Here again, not true. I was, unfortunately, very sexually promiscuous after my first marriage ended (I was physically abused). I had sex with men who slapped me around, called me vile names and were unbearably, physically rough with me. Because of some bad experiences I had during my "wild period", I was very fearful of becoming sexually active with my present husband. I didn't want sex to be like that with him, so I did not seek out that same sort of sexual "performance". Fortunately my husband is nothing like that.
Ben Johnson said:Two people who are virgins when they marry --- have NO path, no history (and no "ghosts" haunting their thoughts). They learn the path, TOGETHER, nothing they do is "wrong".
If someone has ghosts from their pasts haunting their thoughts then they have issues. I've never thought about my ex's sexual abilities and mentally compared them to my husband's, nor has he done that with me.

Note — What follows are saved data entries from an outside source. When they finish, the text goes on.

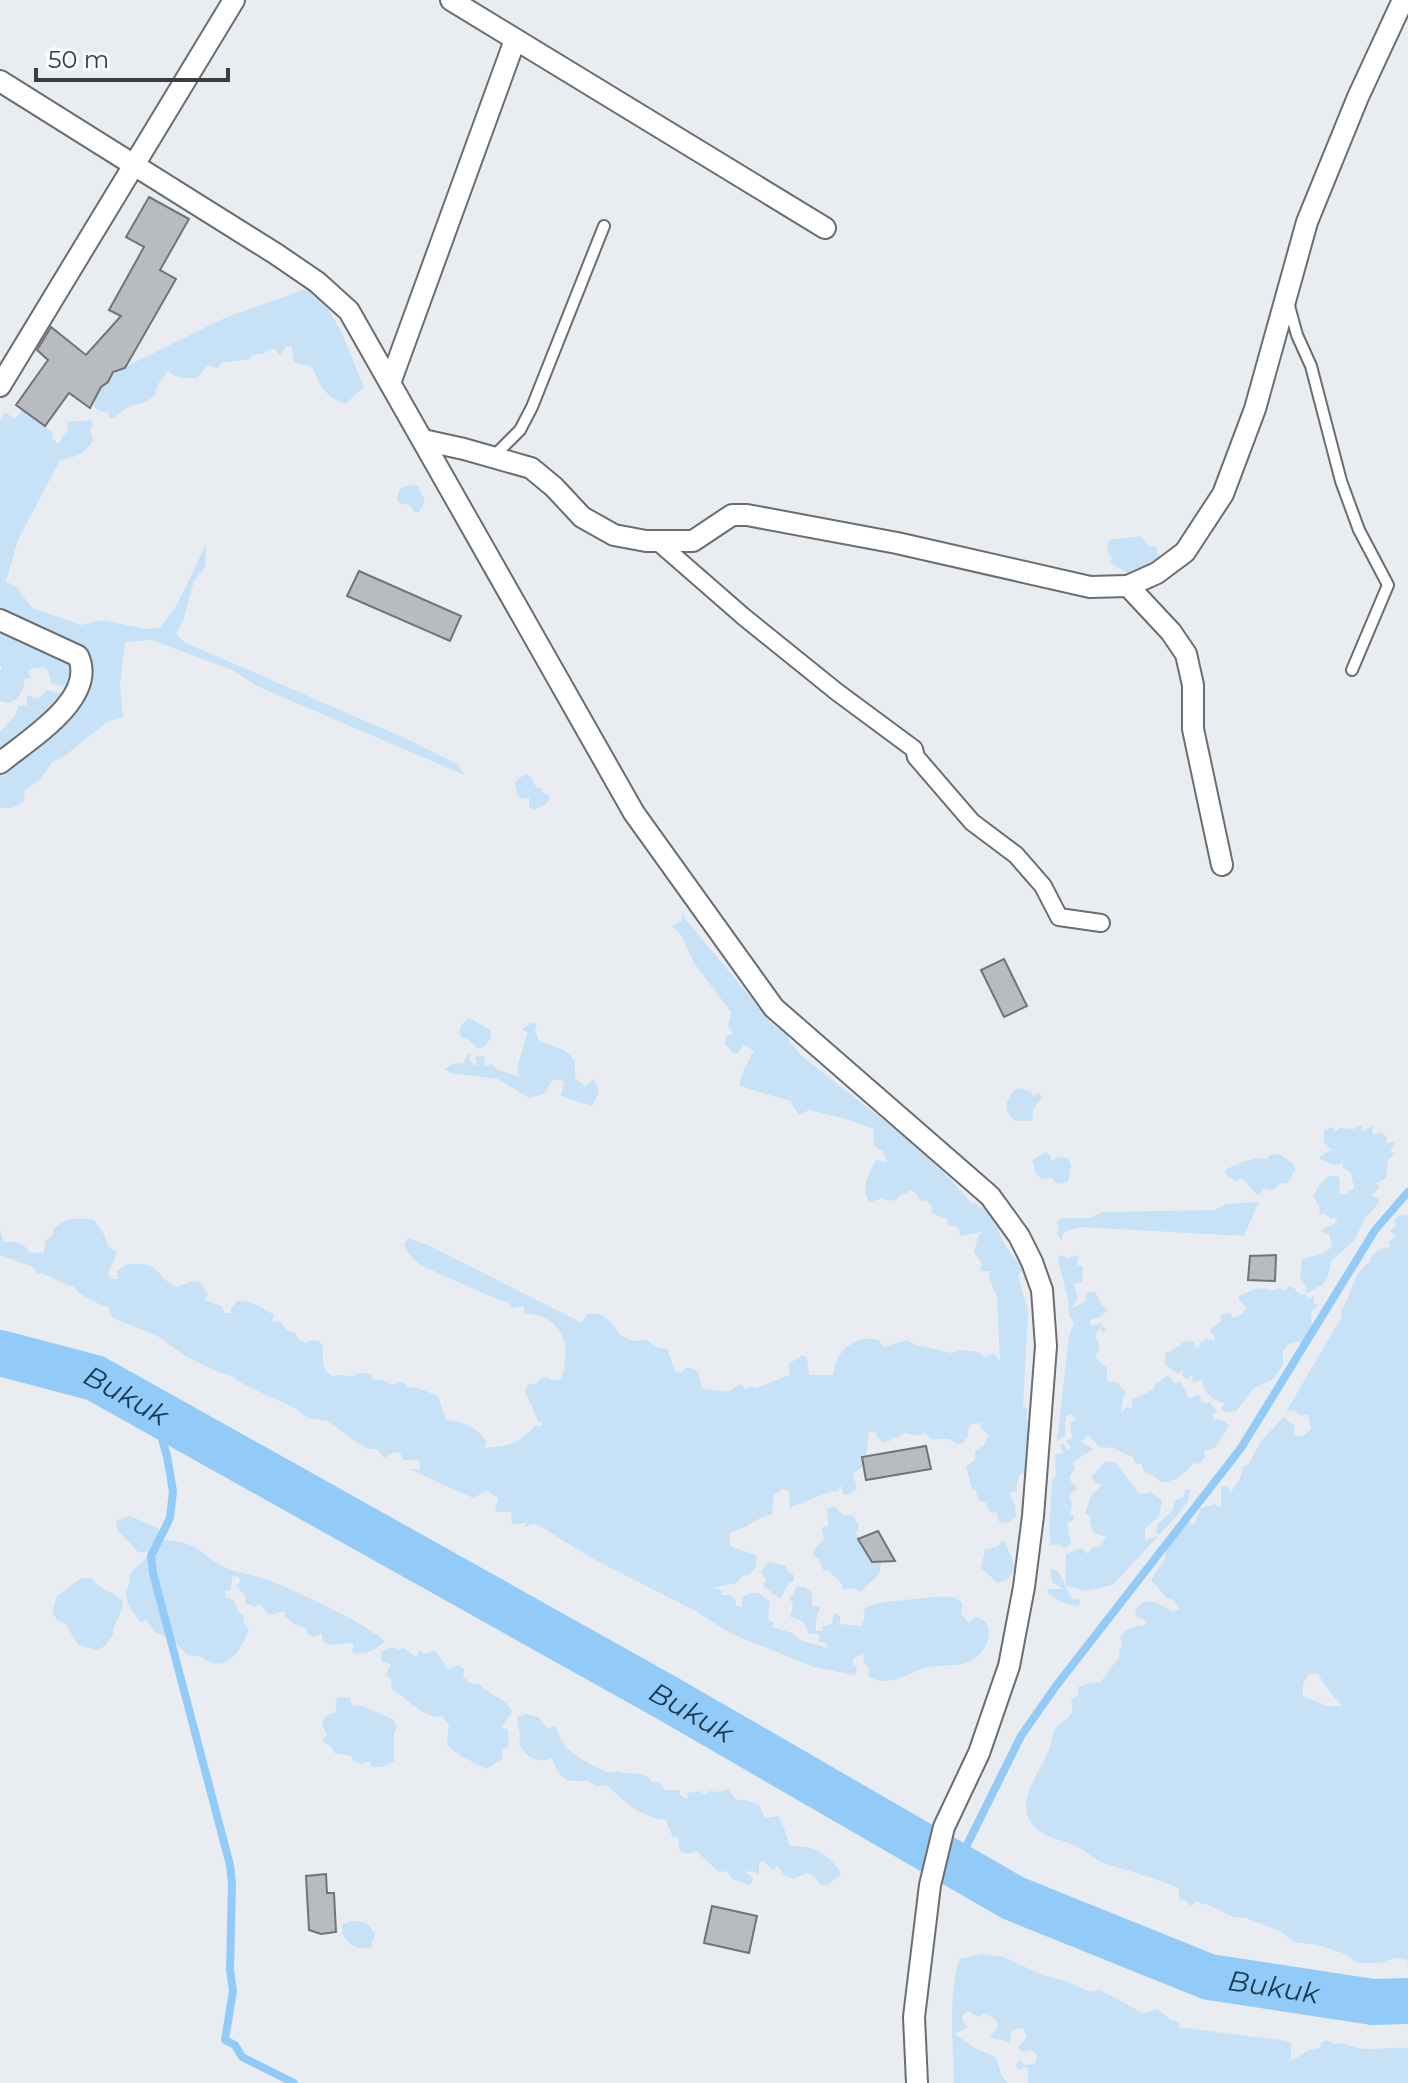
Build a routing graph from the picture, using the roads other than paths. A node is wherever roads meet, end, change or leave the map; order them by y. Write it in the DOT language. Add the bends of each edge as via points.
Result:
graph roads {
  1 [pos="234,0"];
  2 [pos="451,0"];
  3 [pos="1405,1"];
  4 [pos="515,40"];
  5 [pos="0,81"];
  6 [pos="136,166"];
  7 [pos="604,226"];
  8 [pos="825,228"];
  9 [pos="1287,296"];
  10 [pos="390,383"];
  11 [pos="0,386"];
  12 [pos="423,440"];
  13 [pos="493,457"];
  14 [pos="658,542"];
  15 [pos="1128,586"];
  16 [pos="0,620"];
  17 [pos="1352,670"];
  18 [pos="0,763"];
  19 [pos="1222,865"];
  20 [pos="1101,923"];
  21 [pos="917,2083"];
  1 -- 6 [label="street"];
  2 -- 4 [label="street"];
  3 -- 9 [label="street" via="1358,97 1307,222"];
  4 -- 8 [label="street"];
  4 -- 10 [label="street"];
  5 -- 6 [label="street"];
  6 -- 10 [label="street" via="317,282 349,311"];
  6 -- 11 [label="street"];
  7 -- 13 [label="lane" via="532,407 520,430"];
  9 -- 15 [label="street" via="1255,409 1223,494 1185,552"];
  9 -- 17 [label="lane" via="1341,481 1388,585"];
  10 -- 12 [label="street"];
  12 -- 13 [label="street"];
  12 -- 21 [label="street" via="634,813 774,1008 990,1196 1019,1236 1042,1290 1046,1346 1024,1587 1009,1666 979,1753 944,1827 923,1931 914,2017"];
  13 -- 14 [label="street" via="531,468 582,517 614,535"];
  14 -- 15 [label="street" via="693,541 732,515 747,515 1090,587"];
  14 -- 20 [label="street" via="744,617 914,749 972,822 1016,855 1043,886 1059,917"];
  15 -- 19 [label="street" via="1186,654 1193,685 1193,729"];
  16 -- 18 [label="street" via="78,656 83,666 82,680 64,711"];
}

Ben Johnson said:Sex is the physical expression of emotional intimacy. The purpose of "courting", is to build the emotional; on which the physical is based. If it's built on "physical", then the foundation is rotten. Sexual compatibility is EMOTIONAL; when two people connect on emotional and spiritual levels, then the physical will "work".
I agree with your first point, which is why I believe a couple should have a deep emotional connection before having the intense physical connection. I don't believe a relationship should build off of a sexual connection. I believe the sexual connection should become an extension of the emotional one. With that said, I disagree that "everything will work". Sometimes it doesn't.

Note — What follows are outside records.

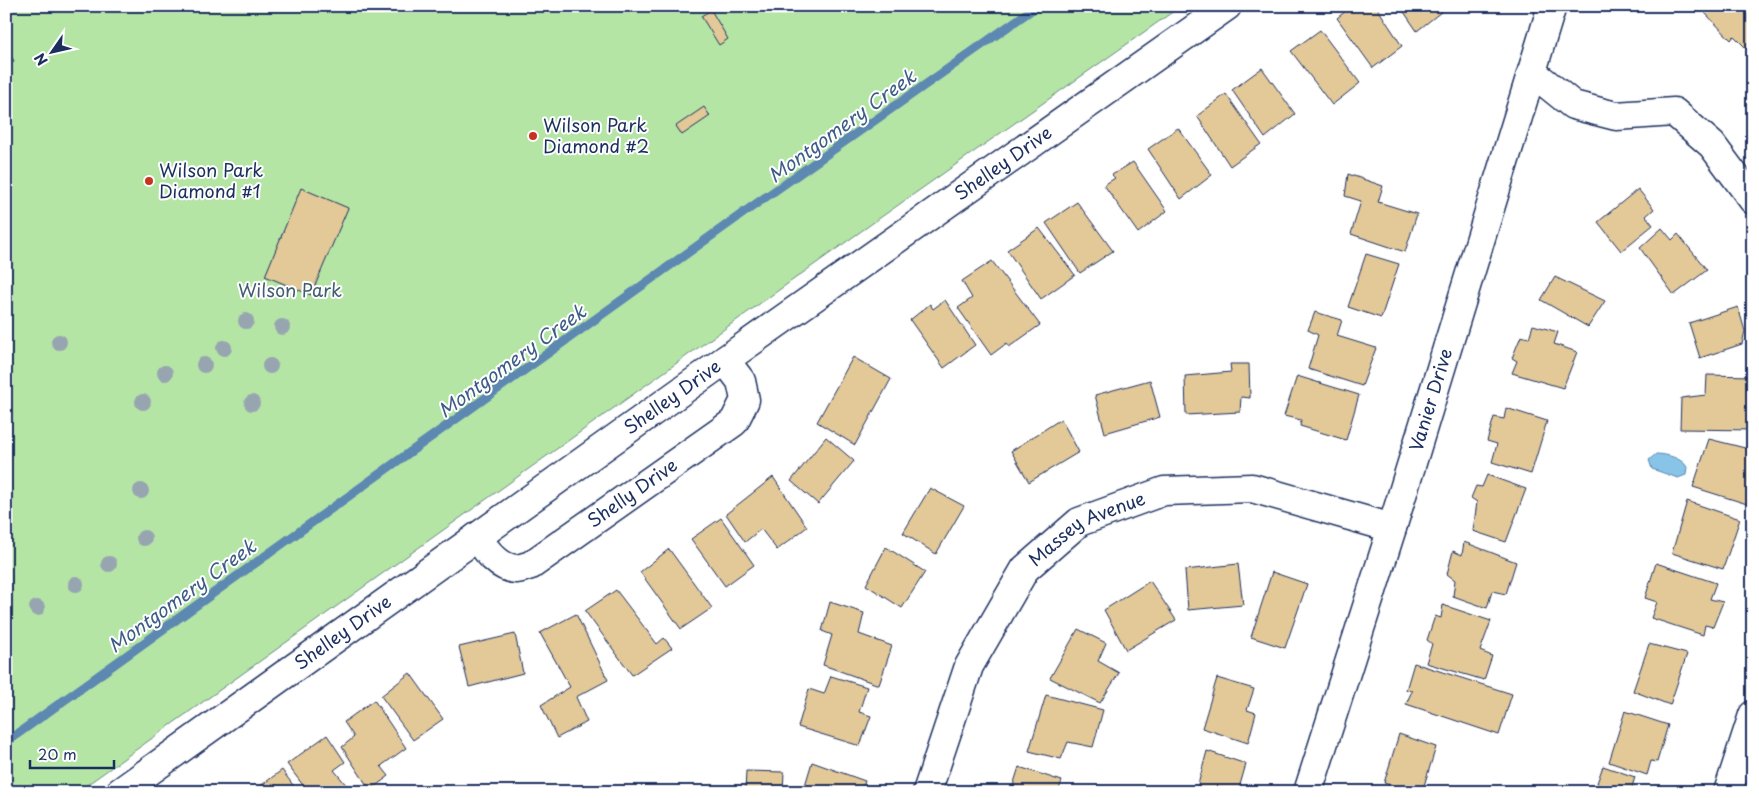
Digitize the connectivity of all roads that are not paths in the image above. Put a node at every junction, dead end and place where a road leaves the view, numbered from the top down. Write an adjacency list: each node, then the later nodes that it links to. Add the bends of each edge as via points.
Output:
1 (1227, 6): 5 (street, Shelley Drive)
2 (1552, 6): 3 (street, Vanier Drive)
3 (1532, 72): 4 (street, via 1573,105 1616,116 1674,112 1712,145); 6 (street, Vanier Drive)
4 (1753, 200)
5 (725, 360): 7 (street, Shelley Drive); 7 (street, Shelly Drive, via 741,382 745,400 734,422 531,565 516,569 502,565)
6 (1392, 528): 10 (street, Massey Avenue, via 1252,488 1164,491 1079,522 1025,569 969,666); 11 (street, Vanier Drive)
7 (477, 537): 9 (street, Shelley Drive)
8 (1753, 714): 12 (street)
9 (120, 792)
10 (927, 792)
11 (1308, 792)
12 (1728, 792)

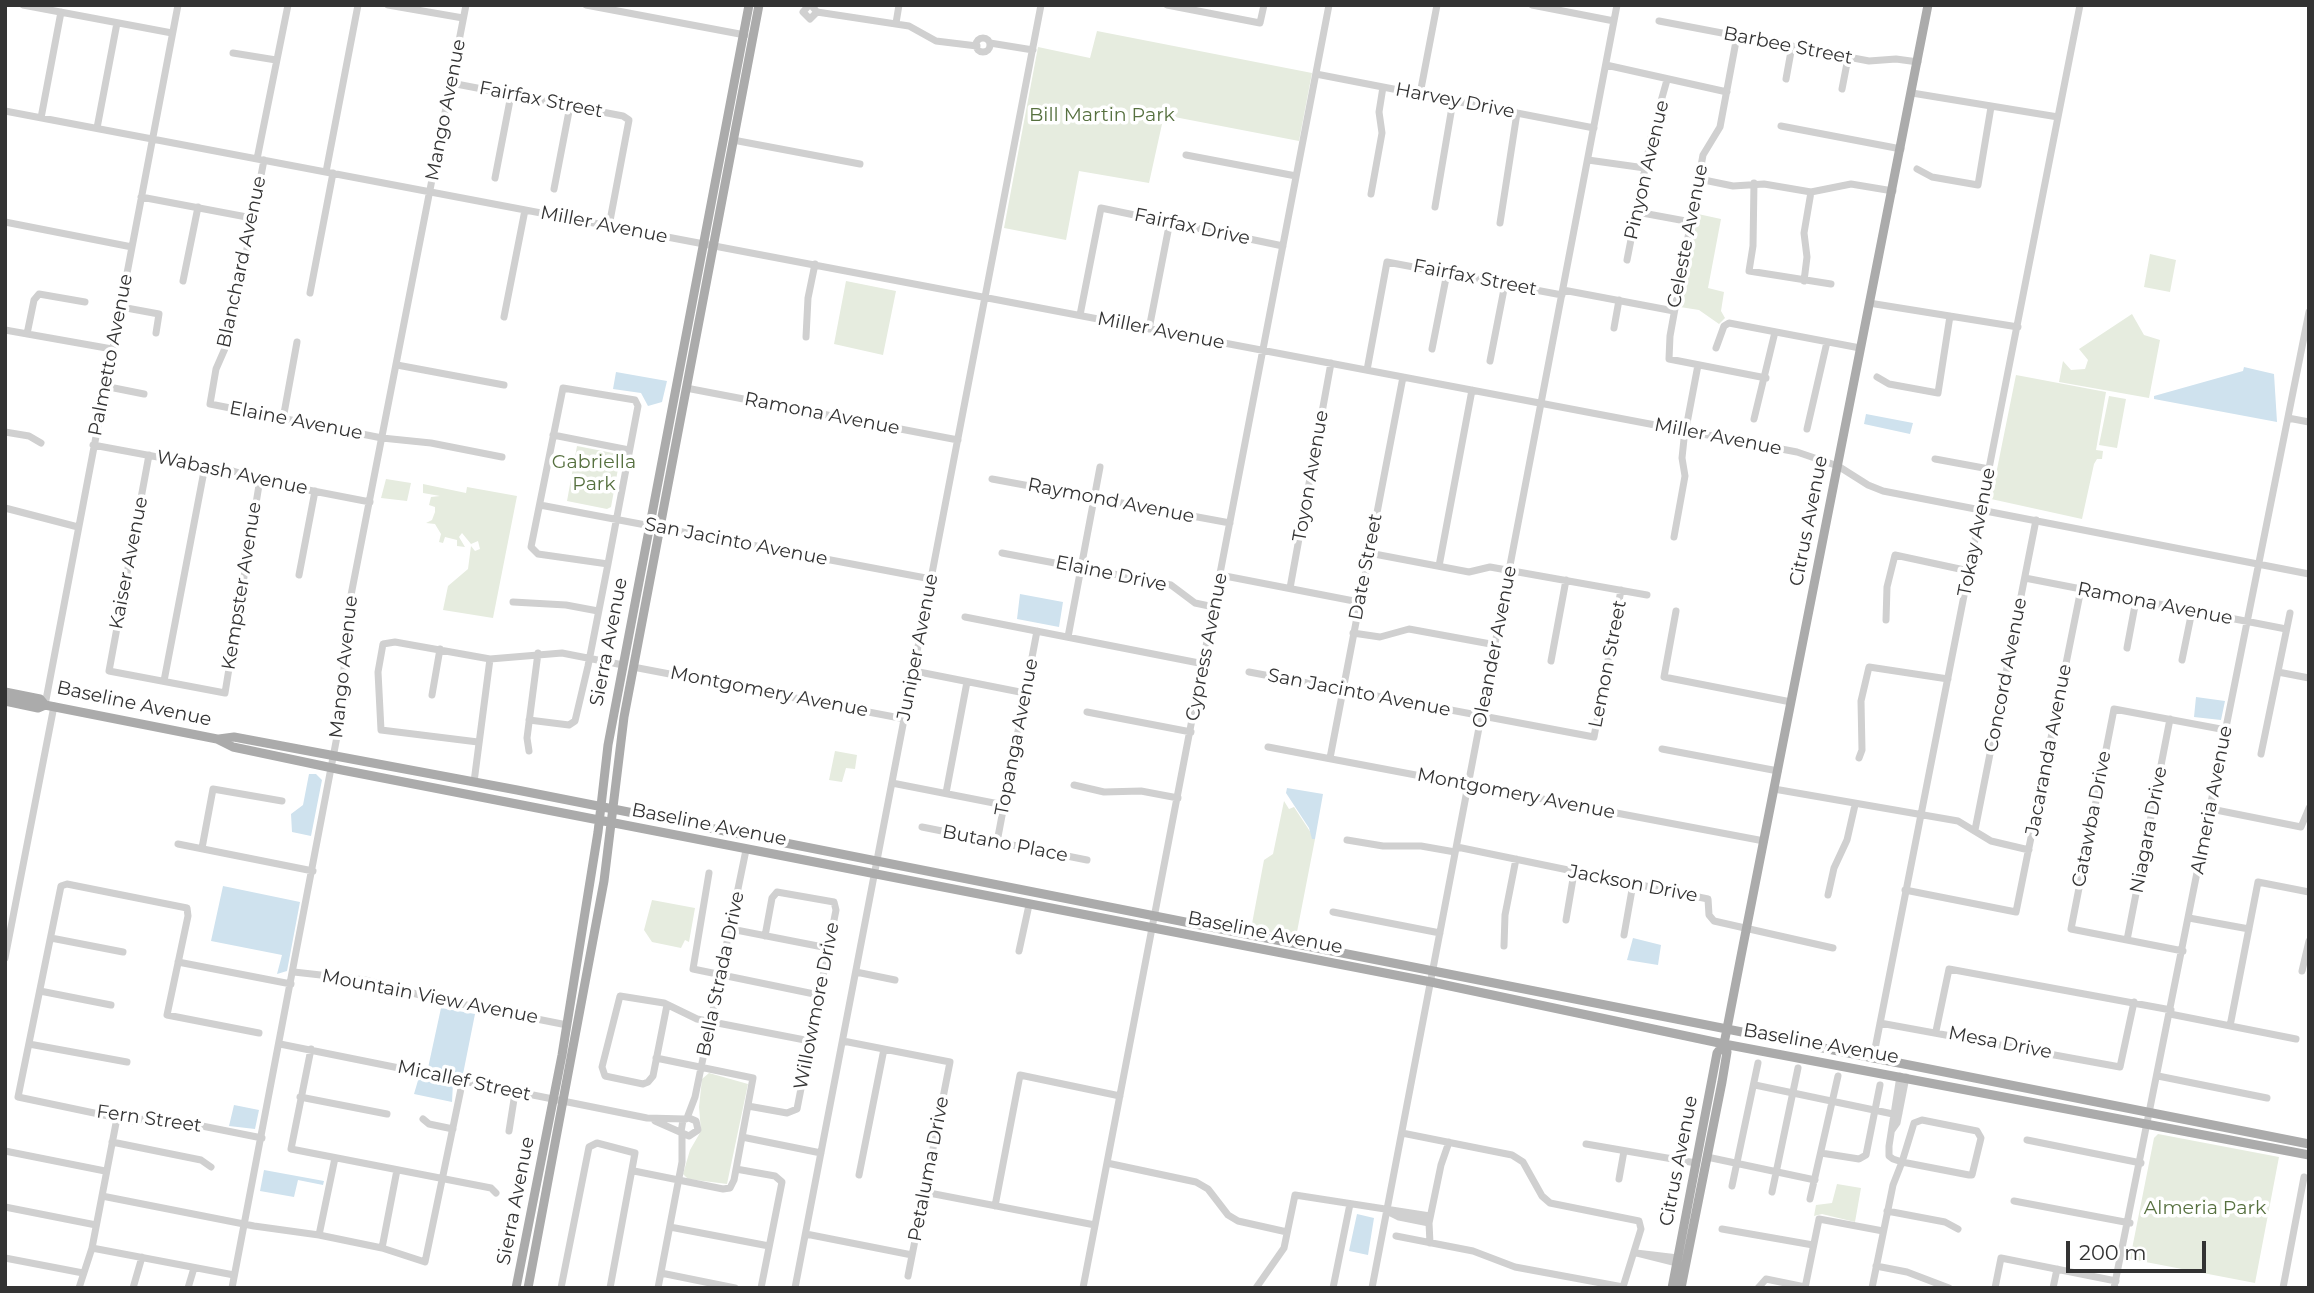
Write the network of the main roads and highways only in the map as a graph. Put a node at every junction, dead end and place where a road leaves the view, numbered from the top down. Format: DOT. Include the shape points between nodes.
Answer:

Ben Johnson said:Virginity is a rare gift nowadays;
It's not a gift. It is a physical condition. I have so many other wonderful gifts and talents to offer my husband.
Ben Johnson said:a virgin can offer complete commitment
As could I with my husband, even with a sexually promiscuous past.
Ben Johnson said:the receiver KNOWS that he or she is the only one. There is no "past fantasy" or "memory", or "comparison"; she/he will know that their mate belongs to them, completely.
If a person truly loves their partner, then they will never mentally compare or fantasize about past partners. When you have met your soul mate it will be the total package and the sexual union will reflect that.